▸ **Task to complete**:
Search the records for the string "word" and copy every line in which it appears.
--*--
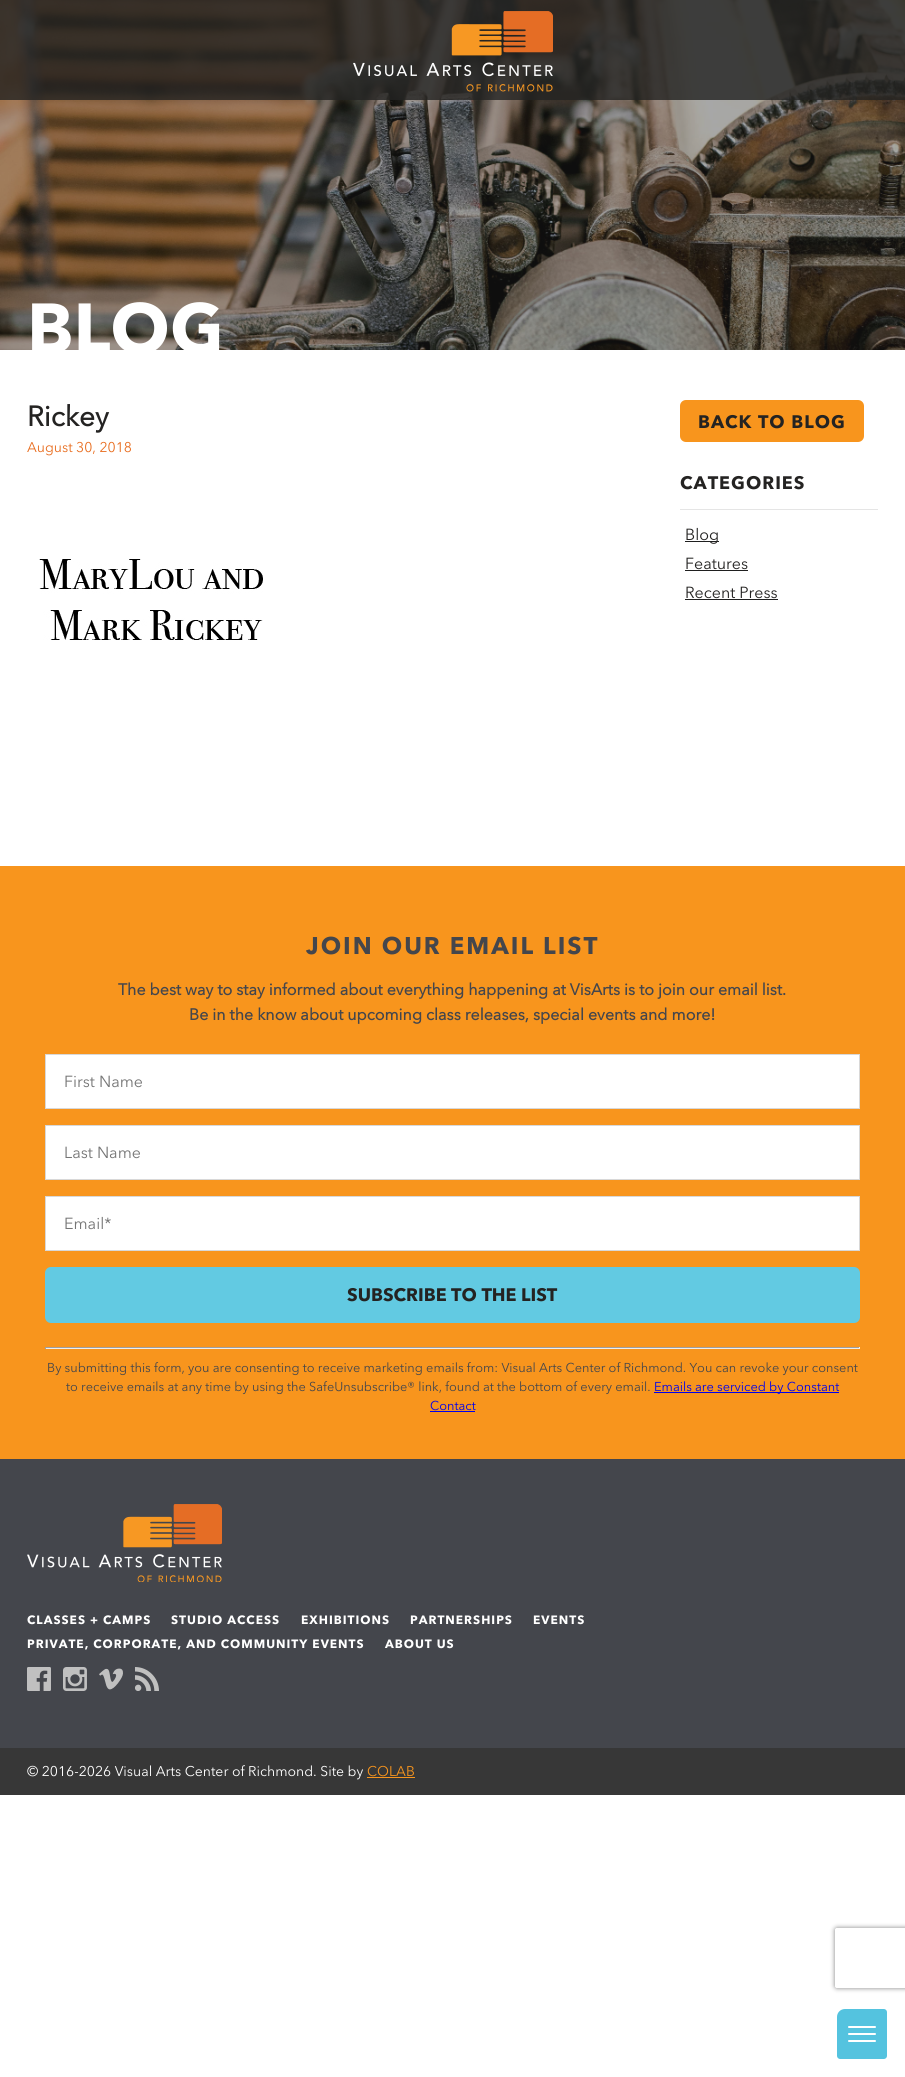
#include <cairo.h>
#include <math.h>
#include <stddef.h>


static void spaced_text(cairo_t *cr, double x, double y, const char *s, double letter, double word) {
    cairo_move_to(cr, x, y);
    while (*s) {
        char ch[5] = {0};
        int n = 0;
        do ch[n++] = *s++; while ((*s & 0xC0) == 0x80);
        cairo_show_text(cr, ch);
        cairo_rel_move_to(cr, letter + word * (*ch == ' '), 0);
    }
}

static void round_rect(cairo_t *cr, double x, double y, double w, double h, double r) {
    cairo_new_sub_path(cr);
    cairo_arc(cr, x + w - r, y + h - r, r, 0, M_PI / 2);
    cairo_arc(cr, x + r, y + h - r, r, M_PI / 2, M_PI);
    cairo_arc(cr, x + r, y + r, r, M_PI, 1.5 * M_PI);
    cairo_arc(cr, x + w - r, y + r, r, 1.5 * M_PI, 2 * M_PI);
    cairo_close_path(cr);
}

static void shadow(cairo_t *cr, double x, double y, double w, double h, double r, double blur, double alpha) {
    cairo_push_group_with_content(cr, CAIRO_CONTENT_ALPHA);
    cairo_set_operator(cr, CAIRO_OPERATOR_SOURCE);
    for (int i = 15; i >= -15 && fmin(w, h) + blur * i / 3 > 0; i -= 2) {
        double e = blur * i / 6;
        cairo_set_source_rgba(cr, 0, 0, 0, alpha * erfc((i - 1) / 8.5) / 2);
        round_rect(cr, x - e, y - e, w + 2 * e, h + 2 * e, fmax(0, fmin(r + e + blur * .6, fmin(w, h) / 2 + e)));
        cairo_fill(cr);
    }
    cairo_pattern_t *soft = cairo_pop_group(cr);
    cairo_mask(cr, soft);
    cairo_pattern_destroy(soft);
}

static void picture(cairo_t *cr, const char *path, double x, double y, double w, double h) {
    cairo_surface_t *image = cairo_image_surface_create_from_png(path);
    cairo_save(cr);
    cairo_set_source_surface(cr, image, x, y);
    cairo_rectangle(cr, x, y, w, h);
    cairo_fill(cr);
    cairo_restore(cr);
    cairo_surface_destroy(image);
}

int main(void) {
    cairo_surface_t *surface = cairo_image_surface_create(CAIRO_FORMAT_RGB24, 905, 2077);
    cairo_t *cr = cairo_create(surface);
    cairo_font_options_t *options = cairo_font_options_create();
    cairo_font_options_set_hint_metrics(options, CAIRO_HINT_METRICS_OFF);
    cairo_font_options_set_hint_style(options, CAIRO_HINT_STYLE_NONE);
    cairo_set_font_options(cr, options);
    cairo_set_miter_limit(cr, 4);
    cairo_set_source_rgb(cr, 1, 1, 1);
    cairo_paint(cr);
    picture(cr, "img2.png", 0, 0, 905, 350);
    cairo_set_source_rgba(cr, 0.141, 0.137, 0.133, 0.8);
    cairo_rectangle(cr, 0, 0, 905, 100);
    cairo_fill(cr);
    picture(cr, "img1.png", 353, 11, 200, 81);
    cairo_set_source_rgb(cr, 0.329, 0.765, 0.875);
    cairo_new_path(cr);
    cairo_move_to(cr, 845, 2009);
    cairo_line_to(cr, 884, 2009);
    cairo_curve_to(cr, 885.5, 2009, 887, 2010.5, 887, 2012);
    cairo_line_to(cr, 887, 2056);
    cairo_curve_to(cr, 887, 2057.5, 885.5, 2059, 884, 2059);
    cairo_line_to(cr, 840, 2059);
    cairo_curve_to(cr, 838.5, 2059, 837, 2057.5, 837, 2056);
    cairo_line_to(cr, 837, 2017);
    cairo_curve_to(cr, 837, 2012.5, 840.5, 2009, 845, 2009);
    cairo_close_path(cr);
    cairo_fill(cr);
    cairo_set_source_rgb(cr, 1, 1, 1);
    round_rect(cr, 848, 2026, 28, 2, 1);
    cairo_fill(cr);
    round_rect(cr, 848, 2033, 28, 2, 1);
    cairo_fill(cr);
    round_rect(cr, 848, 2040, 28, 2, 1);
    cairo_fill(cr);
    cairo_select_font_face(cr, "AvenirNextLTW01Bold", CAIRO_FONT_SLANT_NORMAL, CAIRO_FONT_WEIGHT_BOLD);
    cairo_set_font_size(cr, 70);
    cairo_move_to(cr, 27, 353);
    cairo_show_text(cr, "BLOG");
    cairo_select_font_face(cr, "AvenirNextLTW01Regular", CAIRO_FONT_SLANT_NORMAL, CAIRO_FONT_WEIGHT_BOLD);
    cairo_set_font_size(cr, 28);
    cairo_set_source_rgb(cr, 0.141, 0.137, 0.133);
    cairo_move_to(cr, 27, 426);
    cairo_show_text(cr, "Rickey");
    cairo_select_font_face(cr, "AvenirNextLTW01Regular", CAIRO_FONT_SLANT_NORMAL, CAIRO_FONT_WEIGHT_NORMAL);
    cairo_set_font_size(cr, 14);
    cairo_set_source_rgb(cr, 0.91, 0.427, 0.122);
    cairo_move_to(cr, 27, 452);
    cairo_show_text(cr, "August 30, 2018");
    picture(cr, "img3.png", 39, 559, 224, 81);
    cairo_set_source_rgb(cr, 0.969, 0.584, 0.114);
    round_rect(cr, 681, 401, 182, 40, 5);
    cairo_fill_preserve(cr);
    cairo_stroke(cr);
    cairo_select_font_face(cr, "AvenirNextLTW01Bold", CAIRO_FONT_SLANT_NORMAL, CAIRO_FONT_WEIGHT_BOLD);
    cairo_set_font_size(cr, 18);
    cairo_set_source_rgb(cr, 0.141, 0.137, 0.133);
    spaced_text(cr, 698, 428, "BACK TO BLOG", 1, 0);
    cairo_set_source_rgb(cr, 0.898, 0.898, 0.898);
    cairo_rectangle(cr, 680, 509, 198, 1);
    cairo_fill(cr);
    cairo_set_source_rgb(cr, 0.141, 0.137, 0.133);
    spaced_text(cr, 680, 489, "CATEGORIES", 1, 0);
    cairo_set_source_rgb(cr, 0.122, 0.122, 0.122);
    cairo_rectangle(cr, 685, 541, 34, 1);
    cairo_fill(cr);
    cairo_select_font_face(cr, "AvenirNextLTW01Regular", CAIRO_FONT_SLANT_NORMAL, CAIRO_FONT_WEIGHT_NORMAL);
    cairo_set_font_size(cr, 16);
    cairo_set_source_rgb(cr, 0.141, 0.137, 0.133);
    cairo_move_to(cr, 685, 540);
    cairo_show_text(cr, "Blog");
    cairo_move_to(cr, 685, 569);
    cairo_show_text(cr, "Features");
    cairo_set_source_rgb(cr, 0.122, 0.122, 0.122);
    cairo_rectangle(cr, 685, 570, 63, 1);
    cairo_fill(cr);
    cairo_set_source_rgb(cr, 0.141, 0.137, 0.133);
    cairo_move_to(cr, 685, 598);
    cairo_show_text(cr, "Recent Press");
    cairo_set_source_rgb(cr, 0.122, 0.122, 0.122);
    cairo_rectangle(cr, 685, 599, 93, 1);
    cairo_fill(cr);
    cairo_set_source_rgb(cr, 0.969, 0.584, 0.114);
    cairo_rectangle(cr, 0, 866, 905, 593);
    cairo_fill(cr);
    cairo_select_font_face(cr, "AvenirNextLTW01Bold", CAIRO_FONT_SLANT_NORMAL, CAIRO_FONT_WEIGHT_BOLD);
    cairo_set_font_size(cr, 24);
    cairo_set_source_rgb(cr, 0.267, 0.275, 0.298);
    spaced_text(cr, 306, 954, "JOIN OUR EMAIL LIST", 2, 0);
    cairo_select_font_face(cr, "AvenirNextLTW01Regular", CAIRO_FONT_SLANT_NORMAL, CAIRO_FONT_WEIGHT_BOLD);
    cairo_set_font_size(cr, 16);
    cairo_move_to(cr, 118, 995);
    cairo_show_text(cr, "The best way to stay informed about everything happening at VisArts is to join our email list.");
    cairo_move_to(cr, 189, 1020);
    cairo_show_text(cr, "Be in the know about upcoming class releases, special events and more!");
    cairo_set_source_rgb(cr, 1, 1, 1);
    cairo_rectangle(cr, 45.5, 1054.5, 814, 54);
    cairo_fill_preserve(cr);
    cairo_set_source_rgb(cr, 0.847, 0.847, 0.847);
    cairo_set_line_width(cr, 1);
    cairo_stroke(cr);
    cairo_select_font_face(cr, "AvenirNextLTW01Regular", CAIRO_FONT_SLANT_NORMAL, CAIRO_FONT_WEIGHT_NORMAL);
    cairo_set_source_rgb(cr, 0.459, 0.459, 0.459);
    cairo_move_to(cr, 64, 1087);
    cairo_show_text(cr, "First Name");
    cairo_set_source_rgb(cr, 1, 1, 1);
    cairo_rectangle(cr, 45.5, 1125.5, 814, 54);
    cairo_fill_preserve(cr);
    cairo_set_source_rgb(cr, 0.847, 0.847, 0.847);
    cairo_stroke(cr);
    cairo_set_source_rgb(cr, 0.459, 0.459, 0.459);
    cairo_move_to(cr, 64, 1158);
    cairo_show_text(cr, "Last Name");
    cairo_set_source_rgb(cr, 1, 1, 1);
    cairo_rectangle(cr, 45.5, 1196.5, 814, 54);
    cairo_fill_preserve(cr);
    cairo_set_source_rgb(cr, 0.847, 0.847, 0.847);
    cairo_stroke(cr);
    cairo_set_source_rgb(cr, 0.459, 0.459, 0.459);
    cairo_move_to(cr, 64, 1229);
    cairo_show_text(cr, "Email*");
    cairo_set_source_rgb(cr, 0.384, 0.792, 0.886);
    round_rect(cr, 45, 1267, 815, 56, 6);
    cairo_fill(cr);
    cairo_select_font_face(cr, "AvenirNextLTW01Bold", CAIRO_FONT_SLANT_NORMAL, CAIRO_FONT_WEIGHT_BOLD);
    cairo_set_font_size(cr, 18);
    cairo_set_source_rgb(cr, 0.141, 0.137, 0.133);
    cairo_move_to(cr, 347, 1301);
    cairo_show_text(cr, "SUBSCRIBE TO THE LIST");
    cairo_set_source_rgb(cr, 0.624, 0.624, 0.624);
    cairo_rectangle(cr, 45, 1347, 815, 1);
    cairo_fill(cr);
    cairo_set_source_rgb(cr, 0.933, 0.933, 0.933);
    cairo_rectangle(cr, 859, 1347, 1, 2);
    cairo_fill(cr);
    cairo_rectangle(cr, 45, 1348, 815, 1);
    cairo_fill(cr);
    cairo_set_source_rgb(cr, 0.624, 0.624, 0.624);
    cairo_rectangle(cr, 45, 1347, 1, 2);
    cairo_fill(cr);
    cairo_select_font_face(cr, "AvenirNextLTW01Regular", CAIRO_FONT_SLANT_NORMAL, CAIRO_FONT_WEIGHT_NORMAL);
    cairo_set_font_size(cr, 12.8);
    cairo_set_source_rgb(cr, 0.267, 0.275, 0.298);
    cairo_move_to(cr, 47, 1372);
    cairo_show_text(cr, "By submitting this form, you are consenting to receive marketing emails from: Visual Arts Center of Richmond. You can revoke your consent");
    cairo_move_to(cr, 66, 1391);
    cairo_show_text(cr, "to receive emails at any time by using the SafeUnsubscribe® link, found at the bottom of every email.");
    cairo_set_source_rgb(cr, 0, 0, 0.933);
    cairo_rectangle(cr, 654, 1392, 185, 1);
    cairo_fill(cr);
    cairo_move_to(cr, 654, 1391);
    cairo_show_text(cr, "Emails are serviced by Constant");
    cairo_move_to(cr, 430, 1410);
    cairo_show_text(cr, "Contact");
    cairo_rectangle(cr, 430, 1411, 45, 1);
    cairo_fill(cr);
    cairo_set_source_rgb(cr, 0.267, 0.275, 0.298);
    cairo_rectangle(cr, 0, 1459, 905, 289);
    cairo_fill(cr);
    picture(cr, "img4.png", 27, 1504, 195, 78);
    cairo_select_font_face(cr, "AvenirNextLTW01Bold", CAIRO_FONT_SLANT_NORMAL, CAIRO_FONT_WEIGHT_BOLD);
    cairo_set_font_size(cr, 12);
    cairo_set_source_rgb(cr, 1, 1, 1);
    spaced_text(cr, 27, 1624, "CLASSES + CAMPS", 1, 0);
    spaced_text(cr, 171, 1624, "STUDIO ACCESS", 1, 0);
    spaced_text(cr, 301, 1624, "EXHIBITIONS", 1, 0);
    spaced_text(cr, 410, 1624, "PARTNERSHIPS", 1, 0);
    spaced_text(cr, 533, 1624, "EVENTS", 1, 0);
    spaced_text(cr, 27, 1648, "PRIVATE, CORPORATE, AND COMMUNITY EVENTS", 1, 0);
    spaced_text(cr, 385, 1648, "ABOUT US", 1, 0);
    picture(cr, "img5.png", 27, 1667, 24, 24);
    picture(cr, "img6.png", 63, 1667, 24, 24);
    picture(cr, "img7.png", 99, 1668, 24, 22);
    picture(cr, "img8.png", 135, 1667, 24, 24);
    cairo_set_source_rgb(cr, 0.216, 0.216, 0.216);
    cairo_rectangle(cr, 0, 1748, 905, 47);
    cairo_fill(cr);
    cairo_select_font_face(cr, "AvenirNextLTW01Regular", CAIRO_FONT_SLANT_NORMAL, CAIRO_FONT_WEIGHT_NORMAL);
    cairo_set_font_size(cr, 14);
    cairo_set_source_rgb(cr, 1, 1, 1);
    cairo_move_to(cr, 27, 1776);
    cairo_show_text(cr, "© 2016-2026 Visual Arts Center of Richmond. Site by");
    cairo_set_source_rgb(cr, 0.969, 0.584, 0.114);
    cairo_move_to(cr, 367, 1776);
    cairo_show_text(cr, "COLAB");
    cairo_rectangle(cr, 367, 1777, 48, 1);
    cairo_fill(cr);
    cairo_save(cr);
    cairo_set_fill_rule(cr, CAIRO_FILL_RULE_EVEN_ODD);
    cairo_new_path(cr);
    cairo_move_to(cr, 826, 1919);
    cairo_line_to(cr, 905, 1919);
    cairo_line_to(cr, 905, 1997);
    cairo_line_to(cr, 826, 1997);
    cairo_close_path(cr);
    cairo_move_to(cr, 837, 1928);
    cairo_line_to(cr, 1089, 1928);
    cairo_curve_to(cr, 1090, 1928, 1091, 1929, 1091, 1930);
    cairo_line_to(cr, 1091, 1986);
    cairo_curve_to(cr, 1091, 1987, 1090, 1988, 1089, 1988);
    cairo_line_to(cr, 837, 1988);
    cairo_curve_to(cr, 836, 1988, 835, 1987, 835, 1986);
    cairo_line_to(cr, 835, 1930);
    cairo_curve_to(cr, 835, 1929, 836, 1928, 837, 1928);
    cairo_close_path(cr);
    cairo_clip(cr);
    cairo_set_source_rgb(cr, 0.502, 0.502, 0.502);
    shadow(cr, 835, 1928, 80, 60, 2, 2.5, 1);
    cairo_restore(cr);
    cairo_surface_write_to_png(surface, "page.png");
    cairo_font_options_destroy(options);
    cairo_destroy(cr);
    cairo_surface_destroy(surface);
    return 0;
}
--*--
▸ **Solution to this problem**:
static void spaced_text(cairo_t *cr, double x, double y, const char *s, double letter, double word) {
        cairo_rel_move_to(cr, letter + word * (*ch == ' '), 0);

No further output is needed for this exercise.